Toute la fin de la deuxième partie est principalement consacrée à trois médiums : les instruments, les partitions et les disques. En scrutant le rôle des médiateurs, l’auteur défait l’évidence d’une musique-objet visible, tangible, pour analyser les mécanismes de cette "transformation d’un courant d’air en statue". À partir de ces trois médiums et des querelles entre partisans des uns et partisans des autres, Hennion reconsidère les oppositions entre les différentes musiques, en s’attachant plus particulièrement à la musique contemporaine, à la musique populaire commerciale, au rock et à la musique classique. Il dégage ainsi des continuités et redéfinit les différences en se fondant sur les médiums privilégiés par chaque musique. Il s’agit de "montrer qu’on peut parler des musiques, non pas directement à travers une essence esthétique ou une authenticité sociale, mais à travers la façon dont elles dénoncent certains intermédiaires et en promeuvent d’autres"   . L’opposition entre variétés et classique est remplacée par deux "axes" au sens mathématique, définissant un espace où l’on peut placer les éléments réels des diverses musiques : l’axe de la "musique objet" ou "musique-pour-la-musique" et celui de la "musique-relation" ou "musique-pour-le-public". Mais à ce modèle statique des deux axes est préféré le modèle dynamique d’une oscillation entre "un modèle où les éléments, les points à relier [la musique et le public] sont premiers, et leurs relations secondes, et un modèle où au contraire les relations font les éléments qu’elles relient. […] Le même espace est vu tantôt comme un ensemble de points, tantôt comme un ensemble de relations."
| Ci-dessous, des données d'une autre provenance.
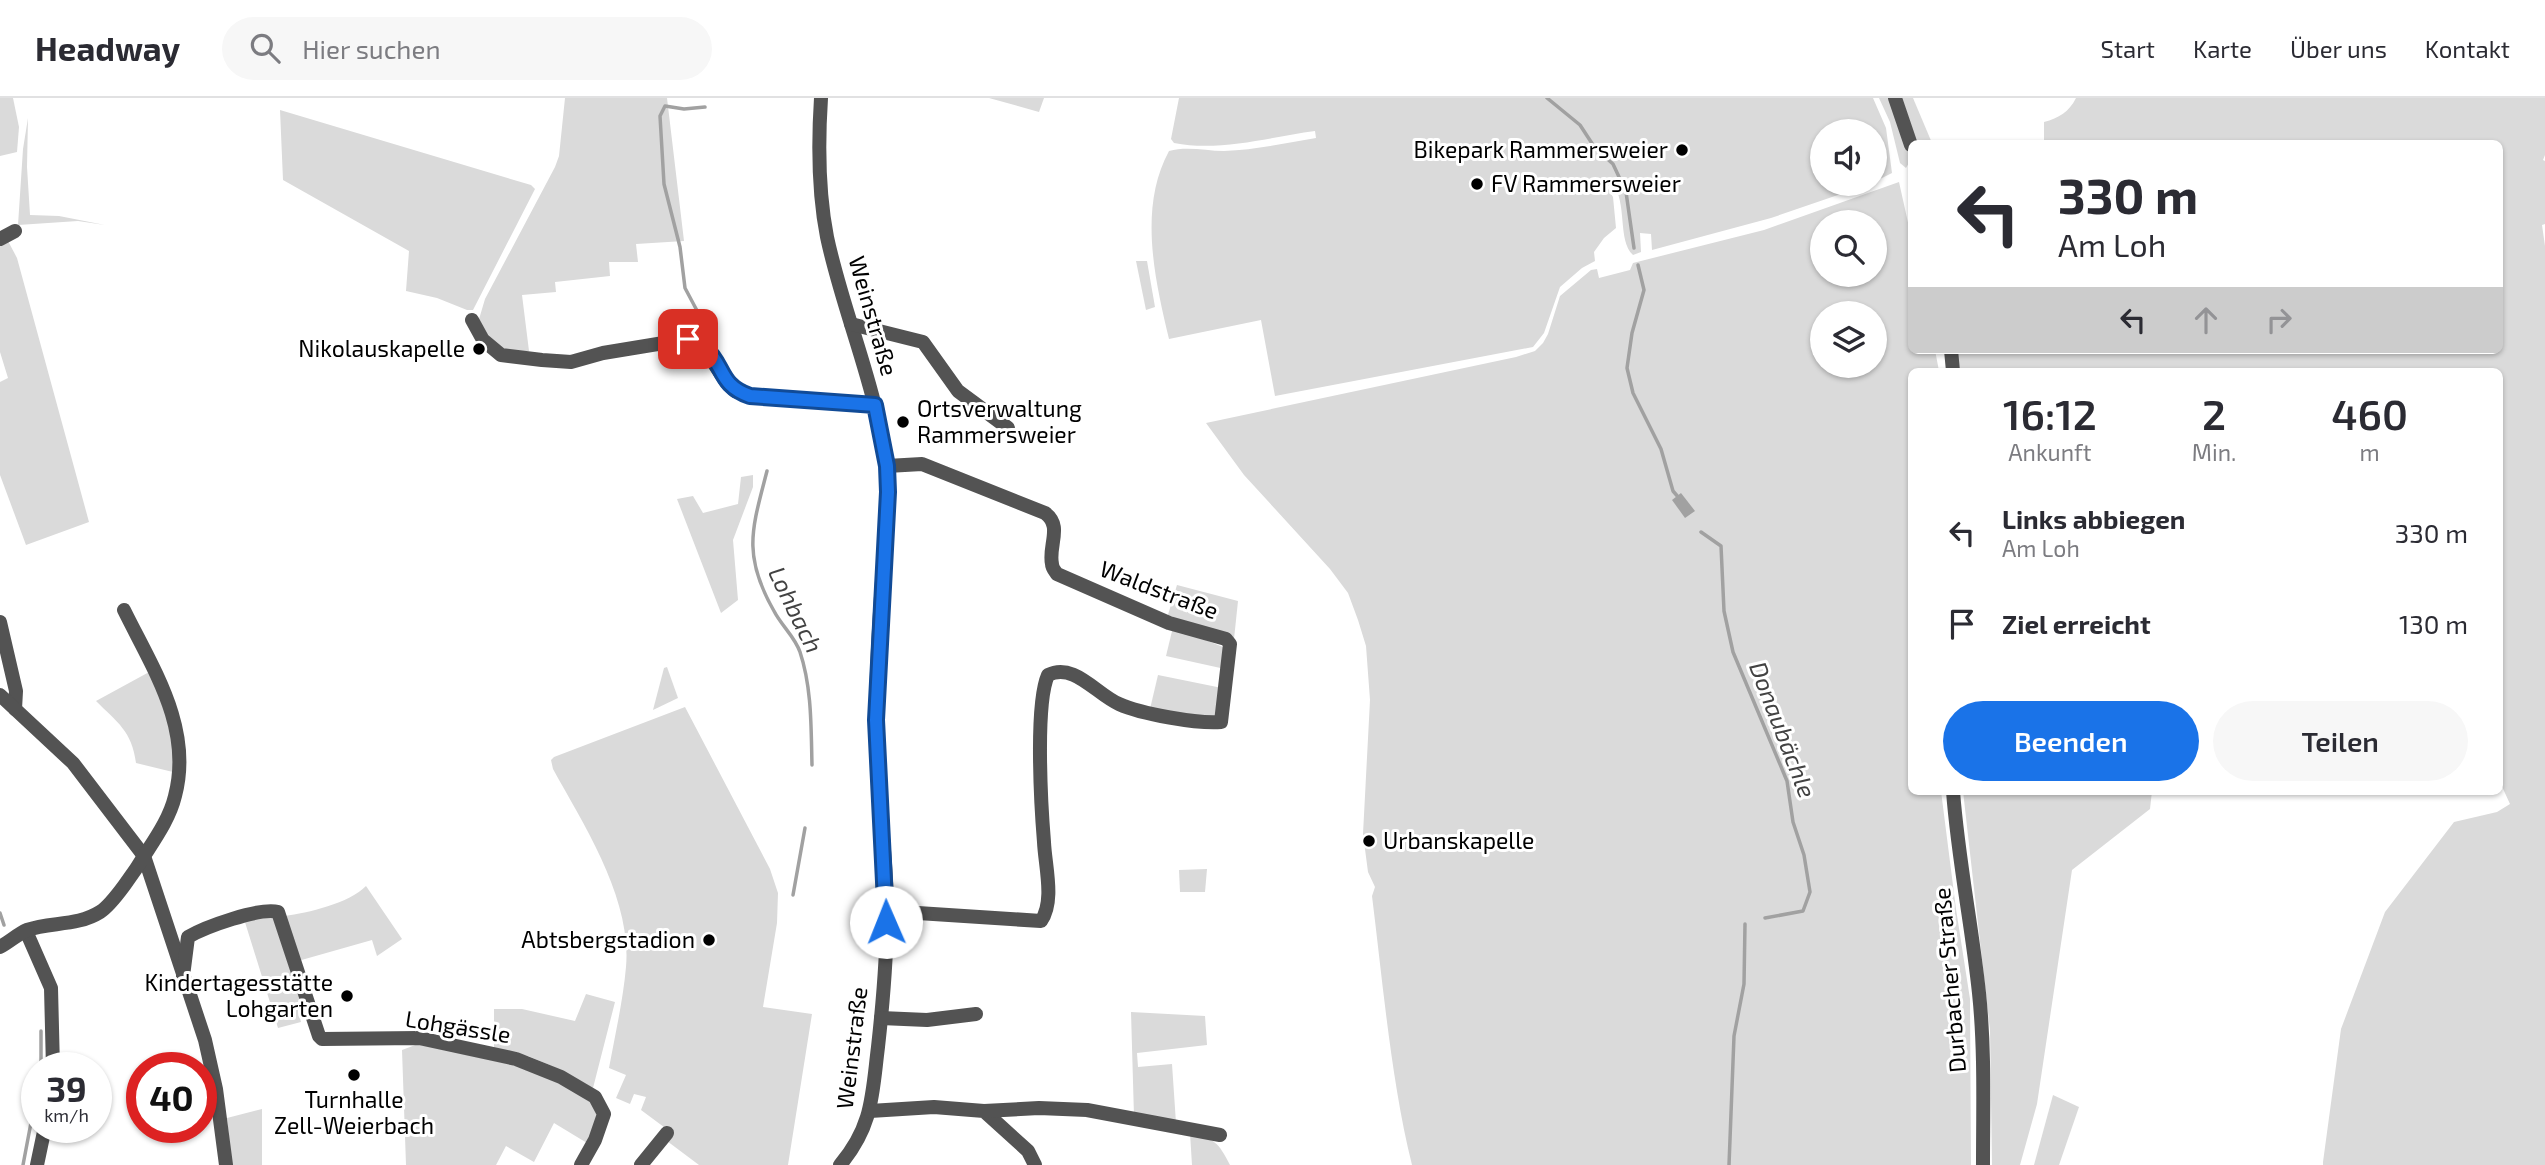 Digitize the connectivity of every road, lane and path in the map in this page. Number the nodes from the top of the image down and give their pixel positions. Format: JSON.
{"nodes":[{"id":1,"x":821,"y":98,"type":"edge"},
{"id":2,"x":1895,"y":98,"type":"edge"},
{"id":3,"x":1909,"y":140,"type":"edge"},
{"id":4,"x":15,"y":231,"type":"dead end"},
{"id":5,"x":0,"y":239,"type":"edge"},
{"id":6,"x":472,"y":320,"type":"dead end"},
{"id":7,"x":851,"y":324,"type":"junction"},
{"id":8,"x":875,"y":405,"type":"junction"},
{"id":9,"x":1008,"y":428,"type":"dead end"},
{"id":10,"x":887,"y":466,"type":"junction"},
{"id":11,"x":124,"y":610,"type":"dead end"},
{"id":12,"x":0,"y":622,"type":"edge"},
{"id":13,"x":0,"y":695,"type":"edge"},
{"id":14,"x":15,"y":709,"type":"junction"},
{"id":15,"x":1954,"y":795,"type":"edge"},
{"id":16,"x":144,"y":856,"type":"junction"},
{"id":17,"x":887,"y":911,"type":"junction"},
{"id":18,"x":26,"y":931,"type":"junction"},
{"id":19,"x":1,"y":943,"type":"edge"},
{"id":20,"x":183,"y":976,"type":"junction"},
{"id":21,"x":976,"y":1014,"type":"dead end"},
{"id":22,"x":881,"y":1018,"type":"junction"},
{"id":23,"x":53,"y":1052,"type":"edge"},
{"id":24,"x":870,"y":1111,"type":"junction"},
{"id":25,"x":984,"y":1111,"type":"junction"},
{"id":26,"x":667,"y":1133,"type":"dead end"},
{"id":27,"x":1220,"y":1135,"type":"dead end"},
{"id":28,"x":42,"y":1143,"type":"edge"},
{"id":29,"x":37,"y":1165,"type":"edge"},
{"id":30,"x":226,"y":1165,"type":"edge"},
{"id":31,"x":581,"y":1165,"type":"edge"},
{"id":32,"x":641,"y":1165,"type":"edge"},
{"id":33,"x":840,"y":1165,"type":"edge"},
{"id":34,"x":1035,"y":1165,"type":"edge"},
{"id":35,"x":1983,"y":1165,"type":"edge"}],
"edges":[{"from":1,"to":7,"type":"street","name":"Weinstraße"},
{"from":2,"to":3,"type":"street"},
{"from":4,"to":5,"type":"street"},
{"from":6,"to":8,"type":"street"},
{"from":7,"to":8,"type":"street","name":"Weinstraße"},
{"from":7,"to":9,"type":"street"},
{"from":8,"to":10,"type":"street","name":"Weinstraße"},
{"from":10,"to":17,"type":"street","name":"Weinstraße"},
{"from":10,"to":17,"type":"street","name":"Waldstraße"},
{"from":11,"to":16,"type":"street"},
{"from":12,"to":14,"type":"street"},
{"from":13,"to":14,"type":"street"},
{"from":14,"to":16,"type":"street"},
{"from":15,"to":35,"type":"street","name":"Durbacher Straße"},
{"from":16,"to":18,"type":"street"},
{"from":16,"to":20,"type":"street"},
{"from":17,"to":22,"type":"street","name":"Weinstraße"},
{"from":18,"to":19,"type":"street"},
{"from":18,"to":23,"type":"street"},
{"from":20,"to":30,"type":"street"},
{"from":20,"to":31,"type":"street","name":"Lohgässle"},
{"from":21,"to":22,"type":"street"},
{"from":22,"to":24,"type":"street","name":"Weinstraße"},
{"from":24,"to":25,"type":"street"},
{"from":24,"to":33,"type":"street","name":"Weinstraße"},
{"from":25,"to":27,"type":"street"},
{"from":25,"to":34,"type":"street"},
{"from":26,"to":32,"type":"street"},
{"from":28,"to":29,"type":"street"}]} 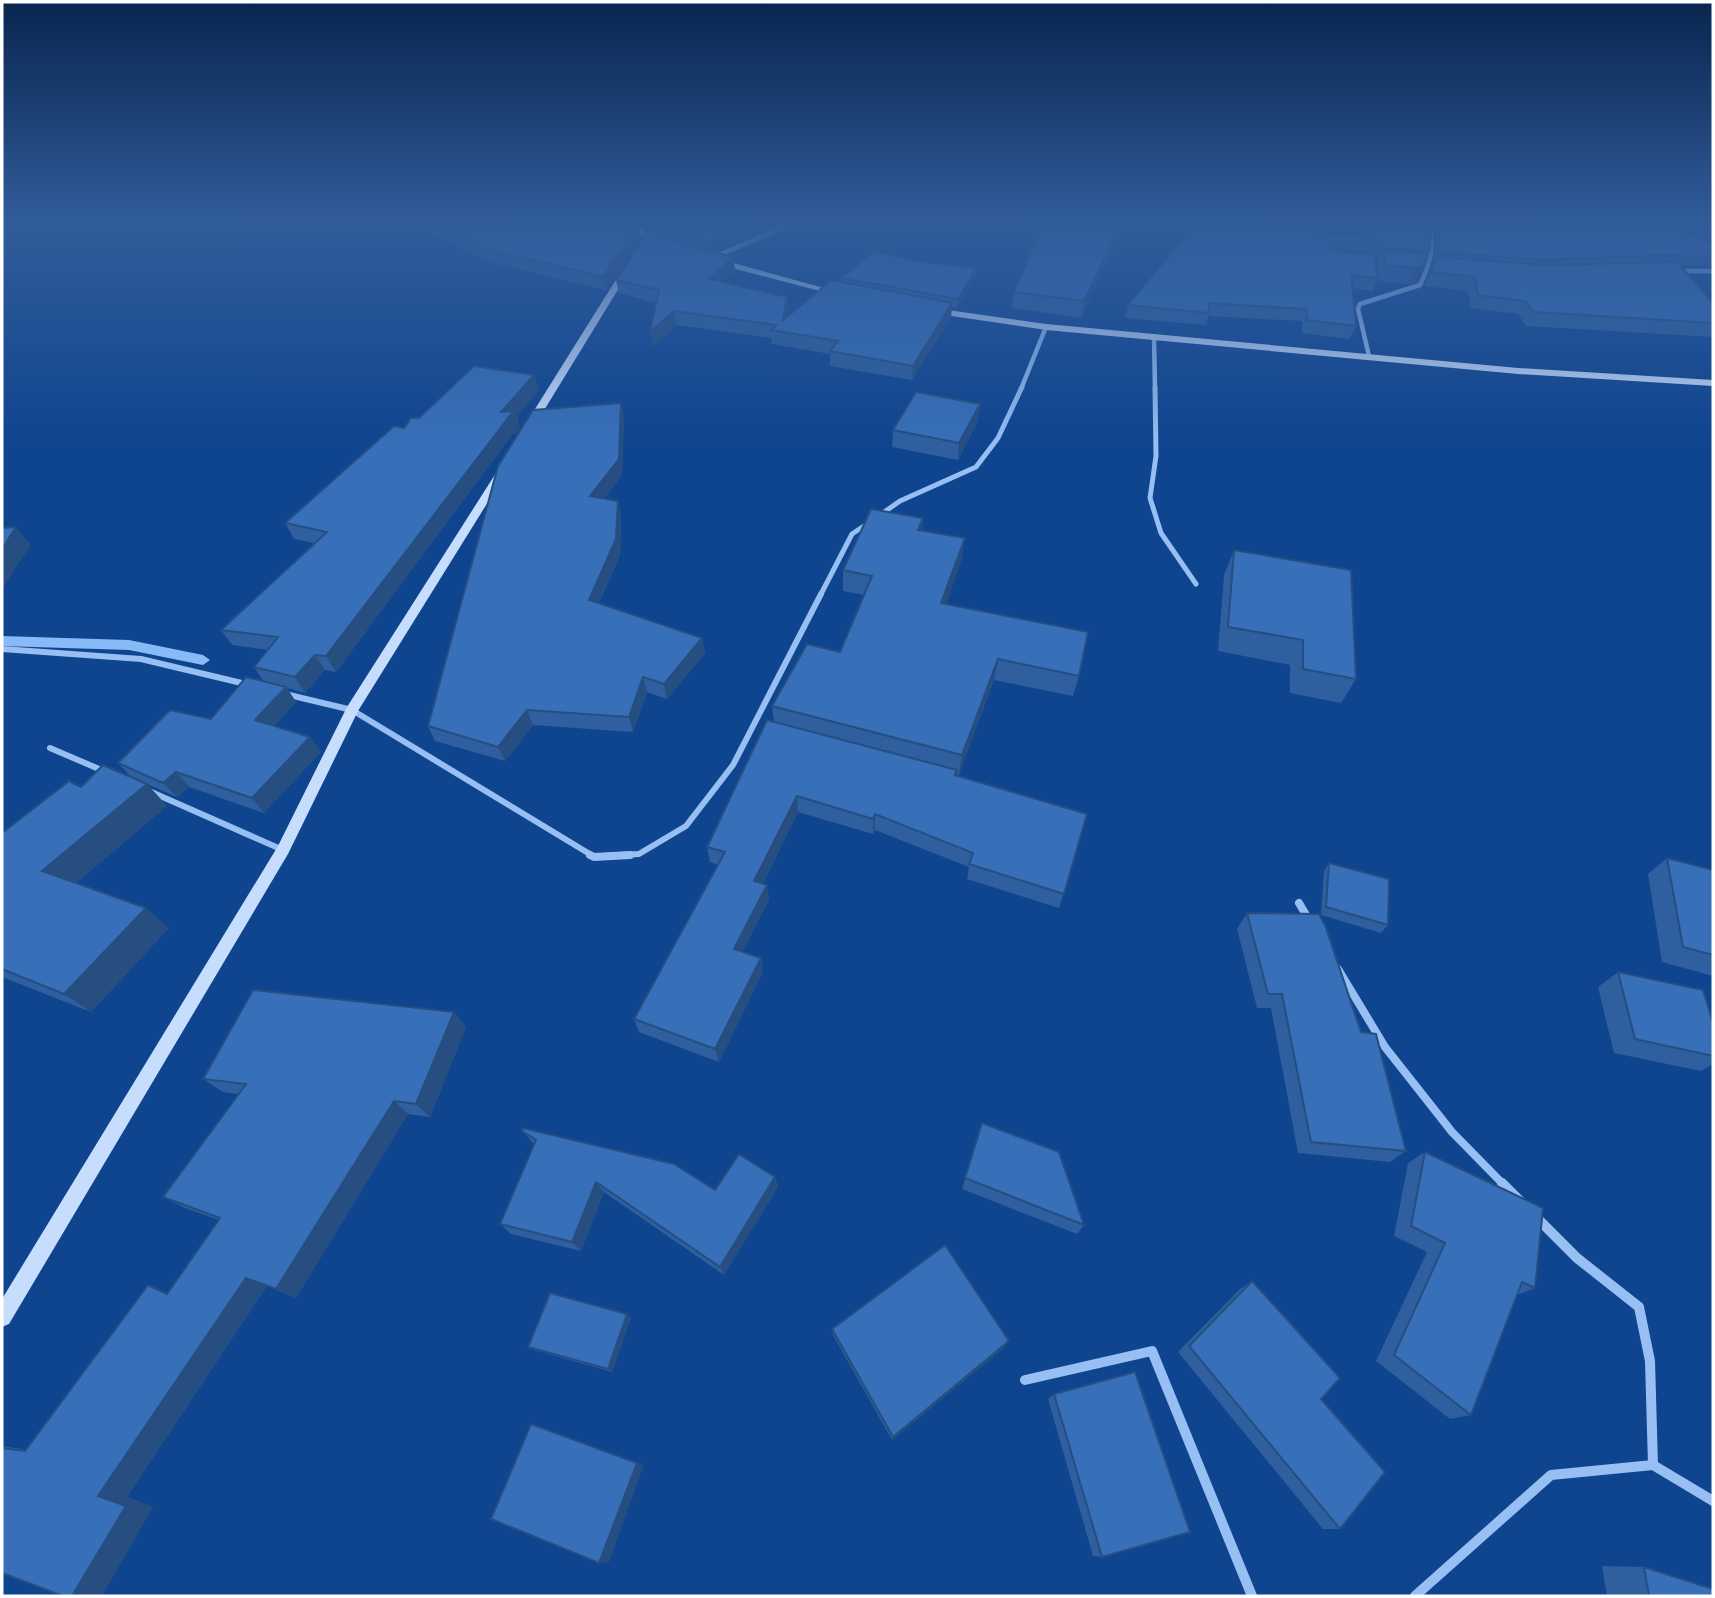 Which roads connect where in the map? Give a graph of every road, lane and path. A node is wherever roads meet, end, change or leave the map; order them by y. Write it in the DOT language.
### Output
graph roads {
  1 [pos="608,299"];
  2 [pos="1371,299"];
  3 [pos="921,309"];
  4 [pos="1046,327"];
  5 [pos="1154,337"];
  6 [pos="1369,356"];
  7 [pos="1713,383"];
  8 [pos="523,437"];
  9 [pos="508,460"];
  10 [pos="1196,584"];
  11 [pos="2,649"];
  12 [pos="260,688"];
  13 [pos="273,691"];
  14 [pos="352,710"];
  15 [pos="753,726"];
  16 [pos="766,730"];
  17 [pos="50,748"];
  18 [pos="111,775"];
  19 [pos="135,785"];
  20 [pos="283,850"];
  21 [pos="1299,903"];
  22 [pos="1313,927"];
  23 [pos="1335,963"];
  24 [pos="2,1317"];
  25 [pos="1025,1380"];
  26 [pos="1653,1465"];
  27 [pos="1713,1501"];
  28 [pos="1252,1596"];
  29 [pos="1415,1596"];
  1 -- 8 [label="main road"];
  2 -- 6 [label="street"];
  3 -- 4 [label="main road"];
  4 -- 5 [label="main road"];
  4 -- 15 [label="street"];
  5 -- 6 [label="main road"];
  5 -- 10 [label="street"];
  6 -- 7 [label="main road"];
  9 -- 14 [label="main road"];
  11 -- 12 [label="street"];
  13 -- 14 [label="street"];
  14 -- 15 [label="street"];
  14 -- 20 [label="main road"];
  15 -- 16 [label="street"];
  17 -- 18 [label="street"];
  19 -- 20 [label="street"];
  20 -- 24 [label="main road"];
  21 -- 22 [label="street"];
  23 -- 26 [label="street"];
  25 -- 28 [label="street"];
  26 -- 27 [label="street"];
  26 -- 29 [label="street"];
}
La théorie de la médiation n’est donc ni une "sociologie relationnelle" qui se débarrasserait définitivement de l’œuvre, ni une esthétique qui séparerait l’objet de son contexte, mais une manière de "prendre au sérieux l’inscription de nos rapports dans les choses". Le prolongement annoncé va ainsi vers une "réhabilitation" de l’auditeur et vers une analyse des œuvres qui, au fur et à mesure qu’elle progresse, retrouve dans la musique le travail de médiation.

Le remaniement de la structure d’ensemble du livre sépare le parcours historique à travers les manières dont la sociologie a parlé de l’art, et la partie plus empirique fondée sur des observations ethnographiques. De manière très pédagogique, Antoine Hennion apporte peu à peu des éléments de définition de la médiation pour cerner cette notion de façon de plus en plus précise, avec des formules incisives qui synthétisent clairement les oppositions mises en lumière. Les réflexions de La Passion musicale ont été, depuis sa parution, prolongées dans des ouvrages plus récents : Figures de l’amateur : formes, objets, pratiques de l’amour de la musique aujourd’hui (2000) et La grandeur de Bach : l’amour de la musique en France au XIXe siècle (2000, avec J.-M. Fauquet).